Wednesday, April 21, 2010

Ekos Polling Trends: Crime & Punishment. April 2010

Ekos Polling here. The trajectory is also interesting. Relatively speaking, there has been a slight but significant drift to the more socially conservative position of punishment, which is up 8 points from the beginning of the decade. Rehabilitation also increased slightly over this period. These findings are consistent with other research that suggests that in terms of attitudes to crime and justice, Canadians may indeed be more socially conservative today than in the past. - April 19, 2010



Liberals rank punishment the lowest in comparison to all political parties. The significance is the Liberals have been responsible for the most appointments and deployment of resources in our judicial system.

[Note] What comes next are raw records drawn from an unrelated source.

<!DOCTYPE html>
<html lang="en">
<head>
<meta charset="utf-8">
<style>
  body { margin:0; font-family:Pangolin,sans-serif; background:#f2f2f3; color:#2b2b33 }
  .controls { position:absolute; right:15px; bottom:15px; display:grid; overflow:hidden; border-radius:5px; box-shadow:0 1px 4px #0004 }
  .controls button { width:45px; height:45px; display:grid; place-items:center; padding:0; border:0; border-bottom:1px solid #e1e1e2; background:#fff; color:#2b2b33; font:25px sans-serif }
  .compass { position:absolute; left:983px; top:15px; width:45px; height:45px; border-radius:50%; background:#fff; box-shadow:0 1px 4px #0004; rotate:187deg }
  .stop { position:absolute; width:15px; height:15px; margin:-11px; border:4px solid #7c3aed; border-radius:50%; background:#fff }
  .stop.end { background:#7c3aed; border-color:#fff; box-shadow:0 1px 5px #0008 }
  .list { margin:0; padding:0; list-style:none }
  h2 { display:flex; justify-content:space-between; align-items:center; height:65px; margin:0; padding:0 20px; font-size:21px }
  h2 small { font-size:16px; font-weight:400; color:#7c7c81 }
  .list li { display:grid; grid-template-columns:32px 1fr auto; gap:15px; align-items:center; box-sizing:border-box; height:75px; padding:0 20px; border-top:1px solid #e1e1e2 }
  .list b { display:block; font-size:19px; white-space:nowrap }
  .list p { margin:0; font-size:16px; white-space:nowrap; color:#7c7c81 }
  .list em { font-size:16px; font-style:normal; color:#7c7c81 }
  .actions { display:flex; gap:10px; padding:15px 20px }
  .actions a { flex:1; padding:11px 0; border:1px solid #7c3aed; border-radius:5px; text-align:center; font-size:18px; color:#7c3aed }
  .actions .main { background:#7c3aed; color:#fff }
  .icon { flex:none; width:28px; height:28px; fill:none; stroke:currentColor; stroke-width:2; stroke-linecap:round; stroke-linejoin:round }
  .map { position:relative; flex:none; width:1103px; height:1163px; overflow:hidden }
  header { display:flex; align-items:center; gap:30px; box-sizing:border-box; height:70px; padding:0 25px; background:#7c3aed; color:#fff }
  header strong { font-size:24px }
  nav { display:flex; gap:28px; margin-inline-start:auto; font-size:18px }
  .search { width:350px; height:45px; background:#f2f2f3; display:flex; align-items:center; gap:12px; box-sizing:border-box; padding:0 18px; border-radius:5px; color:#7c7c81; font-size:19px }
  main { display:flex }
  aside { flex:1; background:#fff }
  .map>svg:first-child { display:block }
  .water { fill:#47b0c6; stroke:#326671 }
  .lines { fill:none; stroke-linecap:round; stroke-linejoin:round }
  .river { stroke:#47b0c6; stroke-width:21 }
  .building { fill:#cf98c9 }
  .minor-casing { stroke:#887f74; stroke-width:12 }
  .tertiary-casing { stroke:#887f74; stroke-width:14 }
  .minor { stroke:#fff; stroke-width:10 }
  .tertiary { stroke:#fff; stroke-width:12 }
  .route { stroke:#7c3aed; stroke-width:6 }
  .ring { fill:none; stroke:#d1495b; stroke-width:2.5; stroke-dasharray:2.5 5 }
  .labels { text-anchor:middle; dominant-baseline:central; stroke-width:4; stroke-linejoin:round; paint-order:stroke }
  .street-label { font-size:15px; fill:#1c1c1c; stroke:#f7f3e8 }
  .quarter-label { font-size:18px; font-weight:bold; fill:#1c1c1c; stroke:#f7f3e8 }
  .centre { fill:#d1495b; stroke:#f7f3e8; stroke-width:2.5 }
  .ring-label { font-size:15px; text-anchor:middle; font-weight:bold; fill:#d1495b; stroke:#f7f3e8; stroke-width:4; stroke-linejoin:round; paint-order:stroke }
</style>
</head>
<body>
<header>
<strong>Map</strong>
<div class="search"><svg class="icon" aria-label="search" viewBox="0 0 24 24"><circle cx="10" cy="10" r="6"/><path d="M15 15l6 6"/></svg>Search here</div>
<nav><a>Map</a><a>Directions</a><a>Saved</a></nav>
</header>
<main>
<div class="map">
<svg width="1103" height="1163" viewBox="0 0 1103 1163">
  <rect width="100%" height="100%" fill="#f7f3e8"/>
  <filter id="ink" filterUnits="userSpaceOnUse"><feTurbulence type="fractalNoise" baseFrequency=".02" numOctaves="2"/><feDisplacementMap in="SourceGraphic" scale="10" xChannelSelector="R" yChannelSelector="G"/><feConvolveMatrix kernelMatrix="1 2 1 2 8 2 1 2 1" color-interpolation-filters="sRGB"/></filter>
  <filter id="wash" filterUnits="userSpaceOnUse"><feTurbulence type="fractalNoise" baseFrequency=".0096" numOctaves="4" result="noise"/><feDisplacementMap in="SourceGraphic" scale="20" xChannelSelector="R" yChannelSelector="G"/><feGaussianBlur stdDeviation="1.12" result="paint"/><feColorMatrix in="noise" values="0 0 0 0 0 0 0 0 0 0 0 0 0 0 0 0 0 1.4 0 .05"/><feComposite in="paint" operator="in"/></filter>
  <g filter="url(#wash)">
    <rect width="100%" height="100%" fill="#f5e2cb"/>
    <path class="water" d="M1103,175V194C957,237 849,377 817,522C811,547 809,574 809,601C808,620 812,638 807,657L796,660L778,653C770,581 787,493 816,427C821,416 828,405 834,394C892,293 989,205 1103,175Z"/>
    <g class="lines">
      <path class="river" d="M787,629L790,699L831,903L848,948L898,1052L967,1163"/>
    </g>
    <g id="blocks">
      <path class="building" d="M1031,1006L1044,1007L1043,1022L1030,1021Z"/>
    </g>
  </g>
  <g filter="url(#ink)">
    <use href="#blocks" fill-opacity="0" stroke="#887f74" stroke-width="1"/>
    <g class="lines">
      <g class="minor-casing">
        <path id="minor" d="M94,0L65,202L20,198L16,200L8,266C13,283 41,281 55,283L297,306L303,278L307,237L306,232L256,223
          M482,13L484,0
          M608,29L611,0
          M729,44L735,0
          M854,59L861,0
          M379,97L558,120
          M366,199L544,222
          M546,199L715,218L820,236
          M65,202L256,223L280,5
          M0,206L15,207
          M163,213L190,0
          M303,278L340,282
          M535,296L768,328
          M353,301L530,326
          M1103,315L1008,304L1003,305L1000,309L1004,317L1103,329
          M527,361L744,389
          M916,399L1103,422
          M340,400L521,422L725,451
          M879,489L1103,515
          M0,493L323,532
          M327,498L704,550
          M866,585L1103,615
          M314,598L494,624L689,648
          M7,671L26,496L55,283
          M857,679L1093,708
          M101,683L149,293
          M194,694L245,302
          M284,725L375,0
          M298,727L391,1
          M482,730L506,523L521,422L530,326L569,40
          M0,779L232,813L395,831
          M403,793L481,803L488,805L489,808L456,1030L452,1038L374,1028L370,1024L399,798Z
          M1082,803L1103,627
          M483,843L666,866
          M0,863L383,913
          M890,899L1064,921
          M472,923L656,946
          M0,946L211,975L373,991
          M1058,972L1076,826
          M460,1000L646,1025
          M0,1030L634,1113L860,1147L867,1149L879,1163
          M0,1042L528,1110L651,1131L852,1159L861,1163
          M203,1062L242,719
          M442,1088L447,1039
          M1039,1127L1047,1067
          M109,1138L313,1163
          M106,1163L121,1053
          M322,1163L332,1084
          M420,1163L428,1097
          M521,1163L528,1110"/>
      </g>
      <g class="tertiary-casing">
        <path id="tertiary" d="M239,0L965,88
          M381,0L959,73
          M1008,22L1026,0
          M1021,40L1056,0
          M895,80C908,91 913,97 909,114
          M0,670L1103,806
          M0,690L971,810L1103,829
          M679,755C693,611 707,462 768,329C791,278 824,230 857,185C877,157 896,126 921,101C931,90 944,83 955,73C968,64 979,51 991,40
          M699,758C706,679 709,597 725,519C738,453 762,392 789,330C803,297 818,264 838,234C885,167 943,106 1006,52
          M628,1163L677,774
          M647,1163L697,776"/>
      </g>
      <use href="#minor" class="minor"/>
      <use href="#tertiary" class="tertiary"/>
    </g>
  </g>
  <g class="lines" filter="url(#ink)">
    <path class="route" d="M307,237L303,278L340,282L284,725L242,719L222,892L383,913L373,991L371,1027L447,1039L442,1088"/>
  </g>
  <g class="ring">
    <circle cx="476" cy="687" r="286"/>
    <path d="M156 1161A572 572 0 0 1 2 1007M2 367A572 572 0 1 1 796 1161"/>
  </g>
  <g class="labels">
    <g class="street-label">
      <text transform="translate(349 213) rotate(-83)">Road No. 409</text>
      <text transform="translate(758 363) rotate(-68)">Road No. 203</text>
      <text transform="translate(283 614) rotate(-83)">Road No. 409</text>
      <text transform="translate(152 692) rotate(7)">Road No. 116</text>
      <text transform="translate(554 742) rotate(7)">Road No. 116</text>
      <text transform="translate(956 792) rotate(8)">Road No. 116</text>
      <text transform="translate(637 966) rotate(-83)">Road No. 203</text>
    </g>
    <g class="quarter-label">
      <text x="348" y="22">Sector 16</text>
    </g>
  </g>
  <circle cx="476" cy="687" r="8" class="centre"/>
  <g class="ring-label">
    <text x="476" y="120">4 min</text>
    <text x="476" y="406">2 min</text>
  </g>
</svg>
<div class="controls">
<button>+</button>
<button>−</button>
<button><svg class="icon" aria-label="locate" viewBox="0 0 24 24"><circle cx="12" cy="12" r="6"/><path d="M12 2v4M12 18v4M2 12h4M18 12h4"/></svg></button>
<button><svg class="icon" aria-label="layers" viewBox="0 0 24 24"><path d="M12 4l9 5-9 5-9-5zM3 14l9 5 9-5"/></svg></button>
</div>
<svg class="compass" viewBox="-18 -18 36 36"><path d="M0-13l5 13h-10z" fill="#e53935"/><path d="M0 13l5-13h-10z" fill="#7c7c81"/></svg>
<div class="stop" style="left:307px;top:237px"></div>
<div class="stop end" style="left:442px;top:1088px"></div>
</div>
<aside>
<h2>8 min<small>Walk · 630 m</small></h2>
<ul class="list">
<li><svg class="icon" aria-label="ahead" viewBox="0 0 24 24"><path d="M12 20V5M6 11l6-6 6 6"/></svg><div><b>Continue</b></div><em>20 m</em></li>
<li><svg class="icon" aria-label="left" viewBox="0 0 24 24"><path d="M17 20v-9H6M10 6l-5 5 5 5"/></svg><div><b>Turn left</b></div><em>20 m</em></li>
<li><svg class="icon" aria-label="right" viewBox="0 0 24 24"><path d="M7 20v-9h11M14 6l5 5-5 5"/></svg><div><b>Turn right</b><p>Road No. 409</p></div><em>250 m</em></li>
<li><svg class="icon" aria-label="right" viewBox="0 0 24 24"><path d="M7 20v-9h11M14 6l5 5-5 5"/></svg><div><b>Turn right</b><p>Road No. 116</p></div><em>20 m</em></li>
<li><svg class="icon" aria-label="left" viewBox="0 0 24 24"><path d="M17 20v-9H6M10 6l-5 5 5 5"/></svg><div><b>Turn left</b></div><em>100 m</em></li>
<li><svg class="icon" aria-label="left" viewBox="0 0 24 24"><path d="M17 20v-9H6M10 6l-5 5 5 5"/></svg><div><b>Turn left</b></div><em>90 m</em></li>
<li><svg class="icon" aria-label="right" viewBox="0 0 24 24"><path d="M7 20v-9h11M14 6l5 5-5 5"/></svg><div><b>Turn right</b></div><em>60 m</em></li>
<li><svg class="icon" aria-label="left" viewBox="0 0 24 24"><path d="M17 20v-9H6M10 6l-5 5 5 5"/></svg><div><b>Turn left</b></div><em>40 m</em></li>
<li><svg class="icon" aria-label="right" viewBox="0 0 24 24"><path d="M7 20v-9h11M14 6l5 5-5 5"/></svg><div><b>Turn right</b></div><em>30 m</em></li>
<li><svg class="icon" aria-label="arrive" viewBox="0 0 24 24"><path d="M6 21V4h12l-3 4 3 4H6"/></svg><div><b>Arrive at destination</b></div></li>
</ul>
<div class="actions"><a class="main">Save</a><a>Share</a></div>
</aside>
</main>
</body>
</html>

August 2007- Canadians would agree that increases in firearm robberies, non-sexual assaults, drug offences, violent youth crime and regional homicide rates are cause for concern. These are precisely the types of crimes this Government has addressed through its comprehensive tackling crime agenda. In fact the Liberal Premier of Ontario, the Mayor of Toronto and the Canadian law enforcement community have all agreed that action must be taken to tackle those crimes.
While Canada’s New Government is encouraged to see that the overall crime rate decreased by 2.6% in 2006, more progress needs to be made. Rob Nicholson


Ontarians, Liberal supporters, and the university educated were the most likely to support pension benefits for prisoners. Yet even here, there was still tremendous support for benefits being denied in some or all circumstances. (You can't make this stuff up) Ekos Polling conducted a Poll March 31- April 6 with 909 people.